§ The task
Give the records back exactly as written, but without the images.

§ Collected data entries
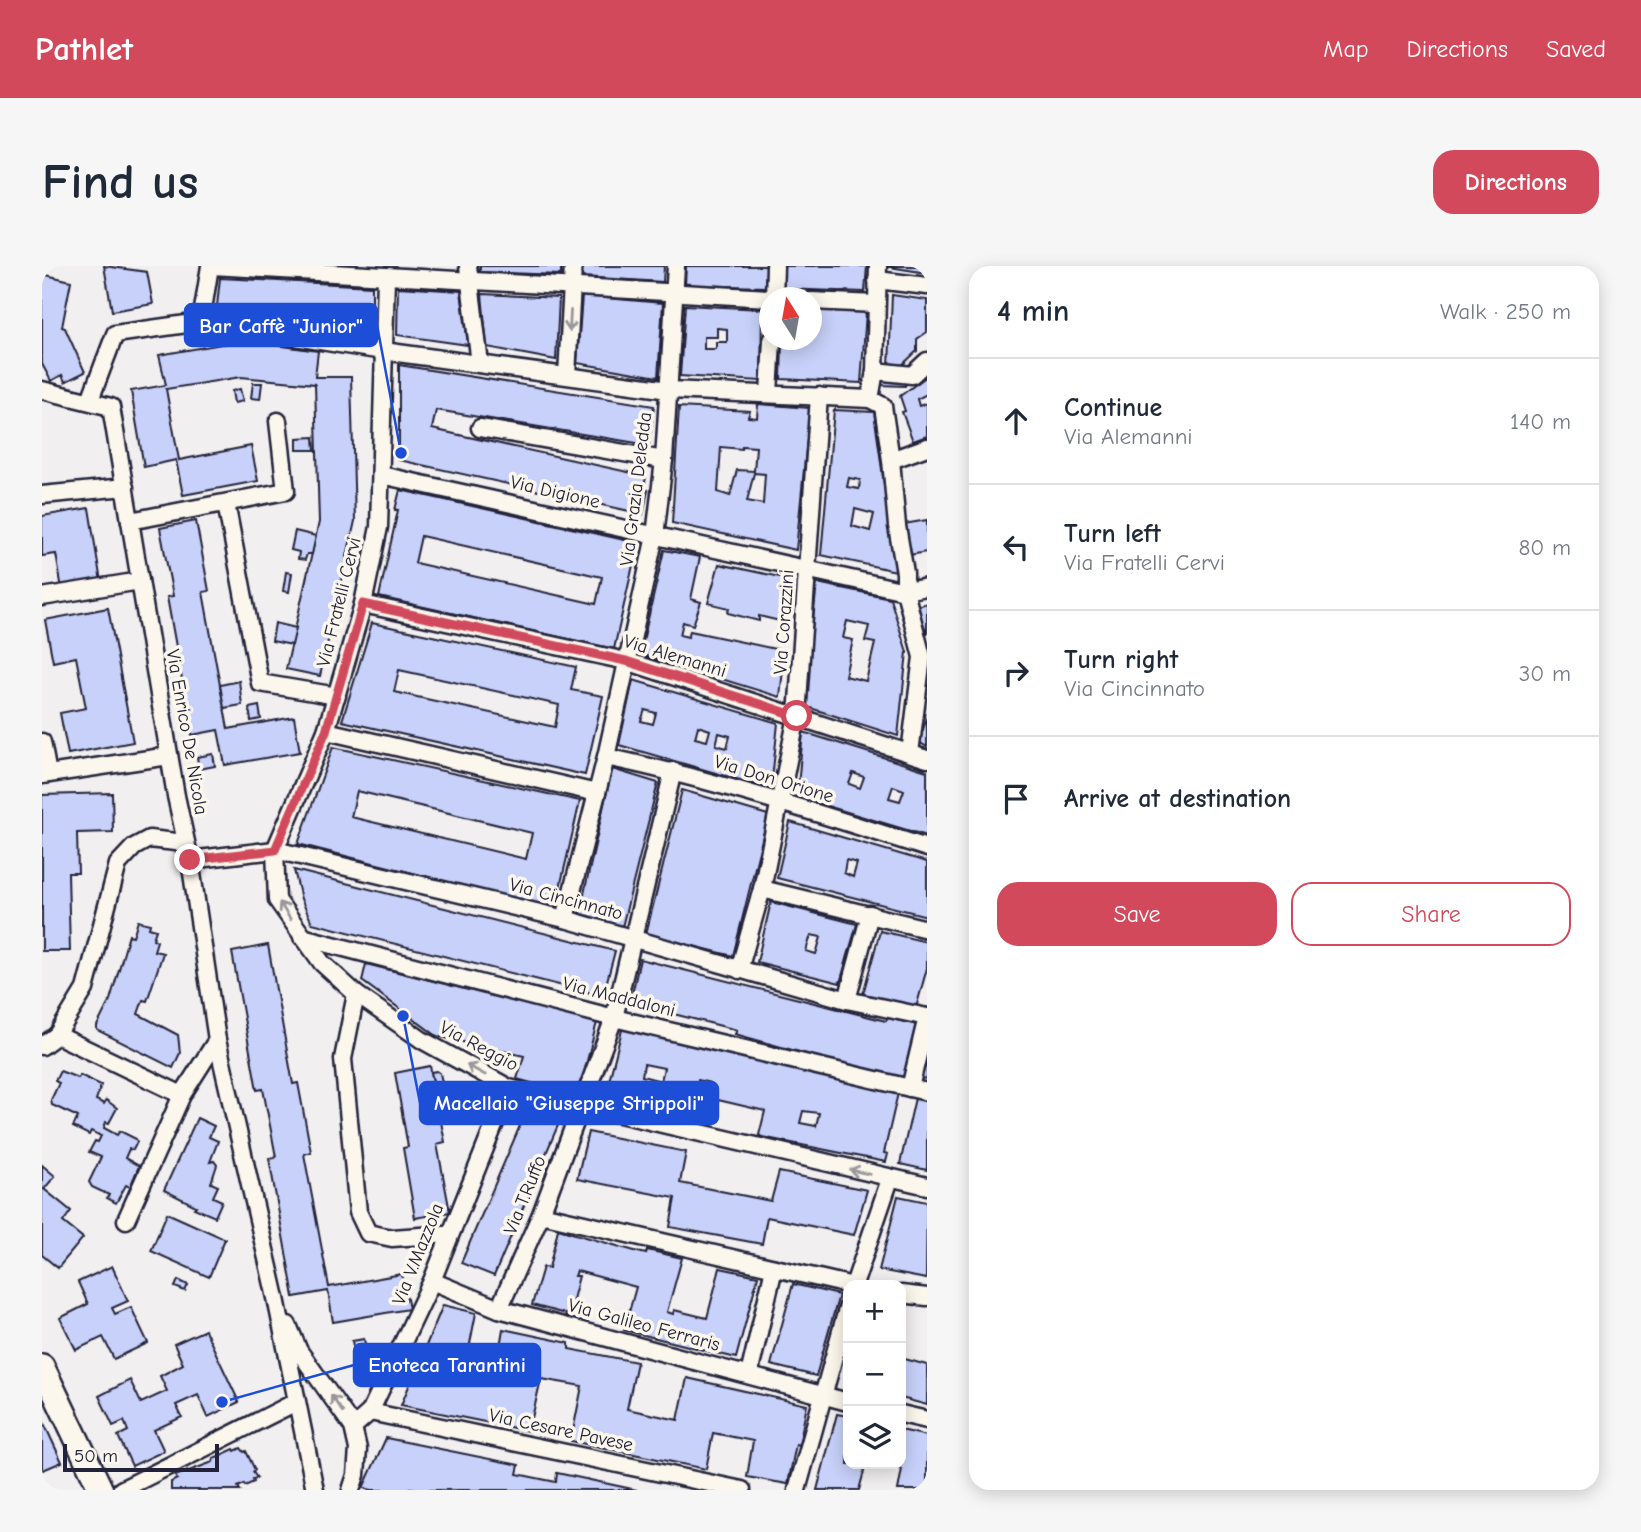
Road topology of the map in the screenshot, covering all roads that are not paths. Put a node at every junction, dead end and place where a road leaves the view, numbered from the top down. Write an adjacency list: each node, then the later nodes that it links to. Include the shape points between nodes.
1 (211, 266): 7 (street); 15 (street)
2 (573, 266): 8 (street)
3 (676, 266): 11 (street, Via Grazia Deledda)
4 (775, 266): 10 (street)
5 (877, 273): 9 (street); 14 (street)
6 (469, 274): 7 (street); 8 (street); 19 (street)
7 (386, 277): 17 (street, Via Fratelli Cervi)
8 (572, 286): 11 (street); 21 (street, one-way to 21)
9 (927, 286)
10 (773, 287)
11 (676, 292): 12 (street); 23 (street, Via Grazia Deledda)
12 (759, 297)
13 (822, 302): 14 (street)
14 (876, 304): 20 (street)
15 (201, 322): 17 (street); 27 (street, via 115,334)
16 (771, 350): 24 (street)
17 (383, 351): 19 (street); 33 (street, Via Fratelli Cervi)
18 (927, 361): 20 (street, via 912,374)
19 (480, 365): 21 (street)
20 (875, 371): 26 (street)
21 (567, 375): 23 (street)
22 (42, 390): 27 (street, Via Enrico De Nicola)
23 (669, 390): 24 (street); 31 (street, Via Grazia Deledda)
24 (769, 394): 25 (street)
25 (819, 396): 26 (street); 39 (street, Via Corazzini)
26 (870, 399): 32 (street, via 883,406)
27 (90, 400): 34 (street, Via Enrico De Nicola, via 111,407)
28 (278, 421): 36 (street, via 286,491)
29 (480, 428): 31 (street)
30 (927, 447): 32 (street)
31 (664, 460): 38 (street, Via Grazia Deledda)
32 (891, 460): 42 (street)
33 (381, 475): 38 (street, Via Digione); 44 (street, Via Fratelli Cervi, via 379,527)
34 (125, 487): 35 (street); 37 (street, Via Enrico De Nicola)
35 (42, 495)
36 (226, 503): 37 (street); 46 (street, via 260,683)
37 (130, 521): 40 (street, Via Enrico De Nicola)
38 (655, 536): 39 (street, Via Digione); 45 (street, Via Grazia Deledda)
39 (809, 570): 42 (street, Via Digione); 47 (street, Via Corazzini)
40 (140, 581): 43 (street); 51 (street, Via Enrico De Nicola)
41 (927, 587): 42 (street)
42 (905, 591): 50 (street, via 922,657)
43 (42, 597)
44 (363, 604): 45 (street, Via Alemanni); 46 (street, Via Fratelli Cervi)
45 (626, 661): 47 (street, Via Alemanni); 52 (street, Via Grazia Deledda)
46 (337, 696): 48 (street, Via Fratelli Cervi)
47 (797, 716): 50 (street, Via Alemanni); 57 (street, Via Corazzini)
48 (326, 731): 56 (street); 60 (street, Via Fratelli Cervi)
49 (42, 742): 55 (street)
50 (909, 753): 53 (street, Via Alemanni)
51 (169, 756): 55 (street); 58 (street, Via Enrico De Nicola)
52 (606, 757): 54 (street, Via Don Orione); 56 (street, Via Grazia Deledda)
53 (927, 759)
54 (673, 771): 57 (street, Via Don Orione); 67 (street, Via T.Ruffo)
55 (45, 775)
56 (597, 793): 64 (street, Via Grazia Deledda)
57 (781, 802): 59 (street, Via Don Orione); 62 (street, Via Corazzini)
58 (186, 843): 61 (street, Via Enrico De Nicola); 73 (street, via 149,839 118,864 85,989)
59 (927, 848)
60 (275, 850): 61 (street, Via Cincinnato); 64 (street, Via Cincinnato); 66 (street, Via Reggio, one-way to 60, via 278,900)
61 (190, 860): 74 (street, Via Enrico De Nicola)
62 (762, 889): 63 (street); 68 (street, Via Corazzini)
63 (870, 914): 65 (street); 70 (street)
64 (565, 919): 67 (street, Via Cincinnato)
65 (927, 929)
66 (302, 937): 69 (street, Via Reggio); 72 (street, Via Maddaloni)
67 (635, 939): 68 (street, Via Cincinnato); 72 (street, Via T.Ruffo)
68 (739, 970): 70 (street, Via Cincinnato)
69 (356, 994): 76 (street, Via Reggio, one-way to 69, via 422,1040); 85 (street, via 343,1059 358,1212 368,1233 392,1238)
70 (847, 1000): 71 (street, Via Cincinnato)
71 (927, 1017): 77 (street)
72 (614, 1018): 77 (street, Via Maddaloni); 80 (street, Via T.Ruffo)
73 (57, 1035): 75 (street); 79 (street)
74 (217, 1040): 79 (street); 92 (street, Via Enrico De Nicola)
75 (42, 1046)
76 (509, 1088): 80 (street, Via Reggio); 85 (street, Via V.Mazzola)
77 (910, 1088): 78 (street, Via Maddaloni)
78 (927, 1092)
79 (182, 1095): 84 (street)
80 (582, 1106): 81 (street, Via Reggio, one-way to 80); 83 (street, Via T.Ruffo)
81 (890, 1179): 82 (street, Via Reggio); 87 (street)
82 (927, 1186)
83 (541, 1214): 86 (street); 93 (street, Via T.Ruffo)
84 (127, 1220)
85 (449, 1234): 88 (street, Via V.Mazzola)
86 (774, 1268): 89 (street); 96 (street)
87 (853, 1280)
88 (432, 1281): 93 (street, Via Galileo Ferraris); 100 (street, Via V.Mazzola)
89 (843, 1283)
90 (906, 1295): 91 (street)
91 (927, 1297)
92 (276, 1298): 99 (street, Via Enrico De Nicola); 103 (street, Via Enrico De Nicola, one-way to 92, via 299,1351)
93 (499, 1309): 96 (street, Via Galileo Ferraris)
94 (843, 1324): 97 (street)
95 (42, 1366): 104 (street)
96 (748, 1375): 97 (street, Via Galileo Ferraris)
97 (823, 1396): 98 (street, Via Galileo Ferraris); 109 (street)
98 (843, 1401)
99 (296, 1402): 105 (street); 106 (street, Via Enrico De Nicola)
100 (370, 1412): 103 (street, Via V.Mazzola); 108 (street, Via Cesare Pavese)
101 (906, 1415): 102 (street)
102 (927, 1420)
103 (353, 1427): 107 (street, Via Enrico De Nicola, via 358,1449)
104 (101, 1490)
105 (121, 1490)
106 (315, 1490)
107 (351, 1490)
108 (742, 1490)
109 (797, 1490)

§ Expected answer
Road topology of the map in the screenshot, covering all roads that are not paths. Put a node at every junction, dead end and place where a road leaves the view, numbered from the top down. Write an adjacency list: each node, then the later nodes that it links to. Include the shape points between nodes.
1 (211, 266): 7 (street); 15 (street)
2 (573, 266): 8 (street)
3 (676, 266): 11 (street, Via Grazia Deledda)
4 (775, 266): 10 (street)
5 (877, 273): 9 (street); 14 (street)
6 (469, 274): 7 (street); 8 (street); 19 (street)
7 (386, 277): 17 (street, Via Fratelli Cervi)
8 (572, 286): 11 (street); 21 (street, one-way to 21)
9 (927, 286)
10 (773, 287)
11 (676, 292): 12 (street); 23 (street, Via Grazia Deledda)
12 (759, 297)
13 (822, 302): 14 (street)
14 (876, 304): 20 (street)
15 (201, 322): 17 (street); 27 (street, via 115,334)
16 (771, 350): 24 (street)
17 (383, 351): 19 (street); 33 (street, Via Fratelli Cervi)
18 (927, 361): 20 (street, via 912,374)
19 (480, 365): 21 (street)
20 (875, 371): 26 (street)
21 (567, 375): 23 (street)
22 (42, 390): 27 (street, Via Enrico De Nicola)
23 (669, 390): 24 (street); 31 (street, Via Grazia Deledda)
24 (769, 394): 25 (street)
25 (819, 396): 26 (street); 39 (street, Via Corazzini)
26 (870, 399): 32 (street, via 883,406)
27 (90, 400): 34 (street, Via Enrico De Nicola, via 111,407)
28 (278, 421): 36 (street, via 286,491)
29 (480, 428): 31 (street)
30 (927, 447): 32 (street)
31 (664, 460): 38 (street, Via Grazia Deledda)
32 (891, 460): 42 (street)
33 (381, 475): 38 (street, Via Digione); 44 (street, Via Fratelli Cervi, via 379,527)
34 (125, 487): 35 (street); 37 (street, Via Enrico De Nicola)
35 (42, 495)
36 (226, 503): 37 (street); 46 (street, via 260,683)
37 (130, 521): 40 (street, Via Enrico De Nicola)
38 (655, 536): 39 (street, Via Digione); 45 (street, Via Grazia Deledda)
39 (809, 570): 42 (street, Via Digione); 47 (street, Via Corazzini)
40 (140, 581): 43 (street); 51 (street, Via Enrico De Nicola)
41 (927, 587): 42 (street)
42 (905, 591): 50 (street, via 922,657)
43 (42, 597)
44 (363, 604): 45 (street, Via Alemanni); 46 (street, Via Fratelli Cervi)
45 (626, 661): 47 (street, Via Alemanni); 52 (street, Via Grazia Deledda)
46 (337, 696): 48 (street, Via Fratelli Cervi)
47 (797, 716): 50 (street, Via Alemanni); 57 (street, Via Corazzini)
48 (326, 731): 56 (street); 60 (street, Via Fratelli Cervi)
49 (42, 742): 55 (street)
50 (909, 753): 53 (street, Via Alemanni)
51 (169, 756): 55 (street); 58 (street, Via Enrico De Nicola)
52 (606, 757): 54 (street, Via Don Orione); 56 (street, Via Grazia Deledda)
53 (927, 759)
54 (673, 771): 57 (street, Via Don Orione); 67 (street, Via T.Ruffo)
55 (45, 775)
56 (597, 793): 64 (street, Via Grazia Deledda)
57 (781, 802): 59 (street, Via Don Orione); 62 (street, Via Corazzini)
58 (186, 843): 61 (street, Via Enrico De Nicola); 73 (street, via 149,839 118,864 85,989)
59 (927, 848)
60 (275, 850): 61 (street, Via Cincinnato); 64 (street, Via Cincinnato); 66 (street, Via Reggio, one-way to 60, via 278,900)
61 (190, 860): 74 (street, Via Enrico De Nicola)
62 (762, 889): 63 (street); 68 (street, Via Corazzini)
63 (870, 914): 65 (street); 70 (street)
64 (565, 919): 67 (street, Via Cincinnato)
65 (927, 929)
66 (302, 937): 69 (street, Via Reggio); 72 (street, Via Maddaloni)
67 (635, 939): 68 (street, Via Cincinnato); 72 (street, Via T.Ruffo)
68 (739, 970): 70 (street, Via Cincinnato)
69 (356, 994): 76 (street, Via Reggio, one-way to 69, via 422,1040); 85 (street, via 343,1059 358,1212 368,1233 392,1238)
70 (847, 1000): 71 (street, Via Cincinnato)
71 (927, 1017): 77 (street)
72 (614, 1018): 77 (street, Via Maddaloni); 80 (street, Via T.Ruffo)
73 (57, 1035): 75 (street); 79 (street)
74 (217, 1040): 79 (street); 92 (street, Via Enrico De Nicola)
75 (42, 1046)
76 (509, 1088): 80 (street, Via Reggio); 85 (street, Via V.Mazzola)
77 (910, 1088): 78 (street, Via Maddaloni)
78 (927, 1092)
79 (182, 1095): 84 (street)
80 (582, 1106): 81 (street, Via Reggio, one-way to 80); 83 (street, Via T.Ruffo)
81 (890, 1179): 82 (street, Via Reggio); 87 (street)
82 (927, 1186)
83 (541, 1214): 86 (street); 93 (street, Via T.Ruffo)
84 (127, 1220)
85 (449, 1234): 88 (street, Via V.Mazzola)
86 (774, 1268): 89 (street); 96 (street)
87 (853, 1280)
88 (432, 1281): 93 (street, Via Galileo Ferraris); 100 (street, Via V.Mazzola)
89 (843, 1283)
90 (906, 1295): 91 (street)
91 (927, 1297)
92 (276, 1298): 99 (street, Via Enrico De Nicola); 103 (street, Via Enrico De Nicola, one-way to 92, via 299,1351)
93 (499, 1309): 96 (street, Via Galileo Ferraris)
94 (843, 1324): 97 (street)
95 (42, 1366): 104 (street)
96 (748, 1375): 97 (street, Via Galileo Ferraris)
97 (823, 1396): 98 (street, Via Galileo Ferraris); 109 (street)
98 (843, 1401)
99 (296, 1402): 105 (street); 106 (street, Via Enrico De Nicola)
100 (370, 1412): 103 (street, Via V.Mazzola); 108 (street, Via Cesare Pavese)
101 (906, 1415): 102 (street)
102 (927, 1420)
103 (353, 1427): 107 (street, Via Enrico De Nicola, via 358,1449)
104 (101, 1490)
105 (121, 1490)
106 (315, 1490)
107 (351, 1490)
108 (742, 1490)
109 (797, 1490)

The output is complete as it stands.